- Task item
Reproduce exactly the span of lines that opens with the line containing "ring pip: (216, 130)" and closes with the last line of the entries below.

:: Dataset

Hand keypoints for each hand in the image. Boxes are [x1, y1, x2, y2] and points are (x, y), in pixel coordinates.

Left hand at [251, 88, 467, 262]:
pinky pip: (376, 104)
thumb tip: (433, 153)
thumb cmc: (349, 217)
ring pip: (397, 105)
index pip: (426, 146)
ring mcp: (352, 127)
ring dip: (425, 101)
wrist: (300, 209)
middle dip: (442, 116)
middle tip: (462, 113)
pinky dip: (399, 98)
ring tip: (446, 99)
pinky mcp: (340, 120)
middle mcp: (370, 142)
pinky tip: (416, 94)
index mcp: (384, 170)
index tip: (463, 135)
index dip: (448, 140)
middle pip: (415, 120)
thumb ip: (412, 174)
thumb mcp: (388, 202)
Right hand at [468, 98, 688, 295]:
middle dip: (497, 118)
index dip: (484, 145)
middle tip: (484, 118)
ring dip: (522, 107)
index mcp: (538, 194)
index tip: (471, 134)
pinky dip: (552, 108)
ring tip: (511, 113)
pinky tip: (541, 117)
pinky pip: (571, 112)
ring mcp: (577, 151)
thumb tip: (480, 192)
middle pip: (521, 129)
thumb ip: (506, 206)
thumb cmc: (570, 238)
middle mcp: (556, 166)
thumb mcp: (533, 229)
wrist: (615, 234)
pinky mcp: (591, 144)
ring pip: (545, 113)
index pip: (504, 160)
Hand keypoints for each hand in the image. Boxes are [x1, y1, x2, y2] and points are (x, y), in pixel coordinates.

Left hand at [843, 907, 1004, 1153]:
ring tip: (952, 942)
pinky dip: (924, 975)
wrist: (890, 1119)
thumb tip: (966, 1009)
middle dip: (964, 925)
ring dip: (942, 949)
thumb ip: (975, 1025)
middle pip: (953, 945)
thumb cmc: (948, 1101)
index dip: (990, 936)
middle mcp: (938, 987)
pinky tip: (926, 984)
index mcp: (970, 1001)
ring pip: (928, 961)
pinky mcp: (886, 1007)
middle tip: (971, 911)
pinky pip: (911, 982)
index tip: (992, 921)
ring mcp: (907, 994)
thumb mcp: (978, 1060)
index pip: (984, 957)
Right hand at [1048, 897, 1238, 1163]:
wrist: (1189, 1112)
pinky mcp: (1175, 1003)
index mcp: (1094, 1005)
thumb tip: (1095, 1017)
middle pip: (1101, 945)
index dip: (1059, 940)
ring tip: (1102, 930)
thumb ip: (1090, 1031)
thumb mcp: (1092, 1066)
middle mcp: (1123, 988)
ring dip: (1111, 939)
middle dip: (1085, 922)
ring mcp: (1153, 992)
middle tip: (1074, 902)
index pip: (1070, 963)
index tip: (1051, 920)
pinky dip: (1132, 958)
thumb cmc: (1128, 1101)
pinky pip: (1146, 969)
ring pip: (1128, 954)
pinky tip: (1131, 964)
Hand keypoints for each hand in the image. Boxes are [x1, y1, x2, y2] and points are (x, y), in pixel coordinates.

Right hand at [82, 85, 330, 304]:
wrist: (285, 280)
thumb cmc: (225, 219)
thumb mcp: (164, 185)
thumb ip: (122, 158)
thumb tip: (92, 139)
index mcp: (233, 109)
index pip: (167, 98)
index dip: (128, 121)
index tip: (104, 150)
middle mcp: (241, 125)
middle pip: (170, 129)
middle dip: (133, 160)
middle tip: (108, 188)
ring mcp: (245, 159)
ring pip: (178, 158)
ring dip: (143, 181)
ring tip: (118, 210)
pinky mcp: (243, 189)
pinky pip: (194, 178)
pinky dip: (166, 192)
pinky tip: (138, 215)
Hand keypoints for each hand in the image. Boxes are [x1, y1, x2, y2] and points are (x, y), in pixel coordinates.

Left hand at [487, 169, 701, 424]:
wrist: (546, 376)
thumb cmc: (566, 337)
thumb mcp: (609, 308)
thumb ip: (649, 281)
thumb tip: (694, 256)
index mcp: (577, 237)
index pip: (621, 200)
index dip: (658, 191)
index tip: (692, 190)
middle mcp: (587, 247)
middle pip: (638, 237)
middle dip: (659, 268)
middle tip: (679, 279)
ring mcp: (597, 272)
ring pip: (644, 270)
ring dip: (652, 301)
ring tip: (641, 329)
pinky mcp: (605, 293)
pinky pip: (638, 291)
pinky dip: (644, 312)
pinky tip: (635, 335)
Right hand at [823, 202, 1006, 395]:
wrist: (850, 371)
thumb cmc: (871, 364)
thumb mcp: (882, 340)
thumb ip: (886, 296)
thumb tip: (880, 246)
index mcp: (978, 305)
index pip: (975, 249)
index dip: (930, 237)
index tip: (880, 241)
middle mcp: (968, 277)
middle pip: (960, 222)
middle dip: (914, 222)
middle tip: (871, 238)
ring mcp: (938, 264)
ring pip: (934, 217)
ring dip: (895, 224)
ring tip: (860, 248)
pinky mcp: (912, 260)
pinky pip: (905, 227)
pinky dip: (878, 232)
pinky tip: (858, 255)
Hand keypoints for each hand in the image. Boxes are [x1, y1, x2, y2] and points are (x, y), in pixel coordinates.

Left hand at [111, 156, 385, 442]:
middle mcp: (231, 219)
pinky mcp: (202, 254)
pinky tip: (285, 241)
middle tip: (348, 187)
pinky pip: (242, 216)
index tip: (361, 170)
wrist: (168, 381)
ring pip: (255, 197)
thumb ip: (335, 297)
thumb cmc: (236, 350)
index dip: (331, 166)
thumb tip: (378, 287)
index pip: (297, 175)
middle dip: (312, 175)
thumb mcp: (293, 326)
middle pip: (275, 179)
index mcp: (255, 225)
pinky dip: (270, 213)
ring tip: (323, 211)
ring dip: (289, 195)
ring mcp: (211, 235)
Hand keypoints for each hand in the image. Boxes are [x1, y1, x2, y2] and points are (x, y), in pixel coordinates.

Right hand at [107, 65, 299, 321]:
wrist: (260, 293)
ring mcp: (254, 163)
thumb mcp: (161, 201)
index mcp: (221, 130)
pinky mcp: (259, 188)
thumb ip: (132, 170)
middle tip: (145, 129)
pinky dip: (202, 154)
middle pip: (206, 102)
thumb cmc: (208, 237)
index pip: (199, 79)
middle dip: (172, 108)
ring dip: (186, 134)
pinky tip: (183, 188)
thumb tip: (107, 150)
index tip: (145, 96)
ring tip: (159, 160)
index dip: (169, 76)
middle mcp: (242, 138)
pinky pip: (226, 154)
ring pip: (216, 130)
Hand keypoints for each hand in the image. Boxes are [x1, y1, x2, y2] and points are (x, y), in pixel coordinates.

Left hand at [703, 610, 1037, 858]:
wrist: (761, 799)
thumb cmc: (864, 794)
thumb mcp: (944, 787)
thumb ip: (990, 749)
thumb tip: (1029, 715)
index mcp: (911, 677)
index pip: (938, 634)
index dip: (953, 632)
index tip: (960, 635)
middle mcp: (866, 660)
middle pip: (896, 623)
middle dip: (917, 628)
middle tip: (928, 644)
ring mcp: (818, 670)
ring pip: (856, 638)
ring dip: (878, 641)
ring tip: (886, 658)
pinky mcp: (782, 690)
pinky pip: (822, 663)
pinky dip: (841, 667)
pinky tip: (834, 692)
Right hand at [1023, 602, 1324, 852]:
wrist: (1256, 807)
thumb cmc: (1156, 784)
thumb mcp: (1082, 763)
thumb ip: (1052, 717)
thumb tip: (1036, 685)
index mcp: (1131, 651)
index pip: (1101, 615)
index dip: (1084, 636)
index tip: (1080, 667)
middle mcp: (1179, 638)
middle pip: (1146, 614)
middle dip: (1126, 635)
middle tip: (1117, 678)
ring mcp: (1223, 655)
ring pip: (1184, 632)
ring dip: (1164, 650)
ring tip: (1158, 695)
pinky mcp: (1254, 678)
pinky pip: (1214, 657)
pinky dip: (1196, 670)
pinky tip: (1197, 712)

::::

- Answer for this exercise
ring pip: (216, 130)
Hand keypoints for each hand in the image. Boxes are [x1, y1, x2, y2] and points are (x, y), in pixel coordinates.

Left hand at [703, 610, 1037, 858]:
wrist: (761, 799)
thumb cmc: (864, 794)
thumb mcp: (944, 787)
thumb ip: (990, 749)
thumb tip: (1029, 715)
index mcp: (911, 677)
index pip: (938, 634)
index dip: (953, 632)
index tip: (960, 635)
middle mcp: (866, 660)
middle pip: (896, 623)
middle dip: (917, 628)
middle tip: (928, 644)
ring mcp: (818, 670)
ring pip: (856, 638)
ring dip: (878, 641)
ring tip: (886, 658)
pinky mcp: (782, 690)
pinky pip: (822, 663)
pinky dip: (841, 667)
pinky tip: (834, 692)
Right hand at [1023, 602, 1324, 852]:
wrist: (1256, 807)
thumb cmc: (1156, 784)
thumb mcp: (1082, 763)
thumb ip: (1052, 717)
thumb tip: (1036, 685)
index mcp: (1131, 651)
index pip: (1101, 615)
index dip: (1084, 636)
index tip: (1080, 667)
middle mcp: (1179, 638)
middle pip: (1146, 614)
middle dip: (1126, 635)
middle tip: (1117, 678)
ring mcp: (1223, 655)
ring pip: (1184, 632)
ring dip: (1164, 650)
ring tip: (1158, 695)
pinky mcp: (1254, 678)
pinky pip: (1214, 657)
pinky dip: (1196, 670)
pinky tip: (1197, 712)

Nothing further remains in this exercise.